Sketching produces artifacts that are not the final products of designing, but that serve as bridges between modes of thought (Goldschmidt, 1991) and are therefore supportive of open-ended action—making the ability to sketch a designerly tool (Stolterman et al., 2008). A design situation cannot be fully deconstructed, but it must be represented in some way; in fact, in more than one way if the design is to address multiple aspects of a situation (Goel, 1995). It must also be represented with flexibility in methods for the situation at hand, versus a templated tool that does not meet any specific conditions perfectly. Also required is an awareness that the representation is not the design, but a tool for considering aspects of the design.
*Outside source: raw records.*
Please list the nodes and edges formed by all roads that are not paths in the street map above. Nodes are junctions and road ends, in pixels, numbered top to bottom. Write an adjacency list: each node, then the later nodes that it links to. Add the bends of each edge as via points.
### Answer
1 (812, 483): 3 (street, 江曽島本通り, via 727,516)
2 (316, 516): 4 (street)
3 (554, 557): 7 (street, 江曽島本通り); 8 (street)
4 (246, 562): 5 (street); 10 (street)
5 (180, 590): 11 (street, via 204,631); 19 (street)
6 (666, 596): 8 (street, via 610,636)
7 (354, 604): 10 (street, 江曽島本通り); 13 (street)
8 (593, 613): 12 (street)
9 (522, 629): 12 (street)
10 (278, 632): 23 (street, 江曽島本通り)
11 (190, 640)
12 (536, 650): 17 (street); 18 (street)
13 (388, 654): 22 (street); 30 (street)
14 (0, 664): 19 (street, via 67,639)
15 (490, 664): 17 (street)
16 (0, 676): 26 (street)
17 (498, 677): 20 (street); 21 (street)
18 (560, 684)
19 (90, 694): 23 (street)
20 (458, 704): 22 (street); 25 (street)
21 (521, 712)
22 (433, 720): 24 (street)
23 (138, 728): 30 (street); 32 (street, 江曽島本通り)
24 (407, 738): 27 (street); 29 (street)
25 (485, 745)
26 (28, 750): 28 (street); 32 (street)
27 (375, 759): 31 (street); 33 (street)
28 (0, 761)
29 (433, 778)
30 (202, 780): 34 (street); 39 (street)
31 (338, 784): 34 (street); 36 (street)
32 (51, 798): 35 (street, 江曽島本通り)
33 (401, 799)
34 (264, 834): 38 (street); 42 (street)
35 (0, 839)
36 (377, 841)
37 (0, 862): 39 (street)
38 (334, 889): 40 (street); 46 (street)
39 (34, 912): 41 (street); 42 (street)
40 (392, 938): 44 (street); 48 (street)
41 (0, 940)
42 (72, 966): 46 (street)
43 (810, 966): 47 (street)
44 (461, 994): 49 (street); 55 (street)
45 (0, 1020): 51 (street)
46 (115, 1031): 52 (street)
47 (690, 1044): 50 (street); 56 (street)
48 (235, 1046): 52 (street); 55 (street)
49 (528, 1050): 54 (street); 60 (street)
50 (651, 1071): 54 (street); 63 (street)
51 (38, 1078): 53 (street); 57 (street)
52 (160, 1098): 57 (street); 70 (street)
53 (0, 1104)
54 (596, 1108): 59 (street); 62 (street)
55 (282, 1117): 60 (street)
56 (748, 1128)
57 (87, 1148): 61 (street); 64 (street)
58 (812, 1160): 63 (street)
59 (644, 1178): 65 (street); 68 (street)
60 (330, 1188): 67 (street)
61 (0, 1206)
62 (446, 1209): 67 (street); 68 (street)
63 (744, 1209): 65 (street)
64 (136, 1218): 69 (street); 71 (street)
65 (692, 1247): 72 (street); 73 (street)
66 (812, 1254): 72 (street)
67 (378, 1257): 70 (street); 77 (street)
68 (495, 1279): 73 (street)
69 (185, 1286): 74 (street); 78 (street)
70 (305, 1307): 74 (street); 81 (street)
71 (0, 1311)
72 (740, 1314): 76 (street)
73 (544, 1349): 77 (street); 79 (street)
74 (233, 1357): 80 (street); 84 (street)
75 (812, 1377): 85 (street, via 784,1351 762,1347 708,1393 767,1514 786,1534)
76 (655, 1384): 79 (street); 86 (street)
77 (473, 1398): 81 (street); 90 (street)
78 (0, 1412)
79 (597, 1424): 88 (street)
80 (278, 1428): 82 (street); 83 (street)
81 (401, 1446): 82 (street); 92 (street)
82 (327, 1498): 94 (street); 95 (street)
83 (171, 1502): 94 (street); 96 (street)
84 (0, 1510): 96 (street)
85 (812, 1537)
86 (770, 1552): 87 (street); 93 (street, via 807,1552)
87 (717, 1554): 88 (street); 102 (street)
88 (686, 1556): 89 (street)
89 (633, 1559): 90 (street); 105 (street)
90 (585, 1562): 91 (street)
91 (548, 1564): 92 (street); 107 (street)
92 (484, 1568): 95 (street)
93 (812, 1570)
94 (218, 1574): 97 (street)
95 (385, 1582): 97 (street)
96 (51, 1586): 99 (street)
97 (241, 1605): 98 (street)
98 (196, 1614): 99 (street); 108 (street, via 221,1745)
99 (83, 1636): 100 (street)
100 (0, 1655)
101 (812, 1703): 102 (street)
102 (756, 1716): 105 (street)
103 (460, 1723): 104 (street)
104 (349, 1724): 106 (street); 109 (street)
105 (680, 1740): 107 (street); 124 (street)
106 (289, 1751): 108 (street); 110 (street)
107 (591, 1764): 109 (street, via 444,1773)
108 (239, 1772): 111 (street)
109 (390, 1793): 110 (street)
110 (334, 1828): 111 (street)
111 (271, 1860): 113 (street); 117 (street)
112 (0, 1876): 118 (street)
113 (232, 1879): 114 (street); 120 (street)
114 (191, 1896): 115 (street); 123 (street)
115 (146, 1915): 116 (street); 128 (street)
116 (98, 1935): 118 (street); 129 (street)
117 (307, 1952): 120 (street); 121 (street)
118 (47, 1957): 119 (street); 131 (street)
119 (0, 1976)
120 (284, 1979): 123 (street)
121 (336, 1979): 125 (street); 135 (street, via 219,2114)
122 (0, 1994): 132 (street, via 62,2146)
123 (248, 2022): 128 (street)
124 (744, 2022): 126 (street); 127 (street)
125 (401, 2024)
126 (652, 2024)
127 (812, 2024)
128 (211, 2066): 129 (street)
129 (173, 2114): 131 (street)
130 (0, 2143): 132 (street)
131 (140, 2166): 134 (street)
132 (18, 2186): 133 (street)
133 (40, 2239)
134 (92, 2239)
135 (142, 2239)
Laseau (1986) provides a useful illustration of how such representations facilitate designing, demonstrating the analogic function of images and their bridging function from abstract thought to concrete experience. He also points out an important aspect of representations as a design tool; forms of representation need to be respected for their unique roles and not confused with each other (p. 28). In his example, students of architecture are prone to designing spaces directly from the boxes they have drawn to represent the functions of those spaces. In our field, those of us who teach have probably seen a similar phenomenon—the student who organizes a course directly from the content outline created during analysis; objective A becomes module A, objective B becomes module B, and so on. Obviously, tools for representation are no more the guarantors of design than are models and theories. The guarantor is the designer who uses the tools—and creates the tools—out of her flexible capability to do so.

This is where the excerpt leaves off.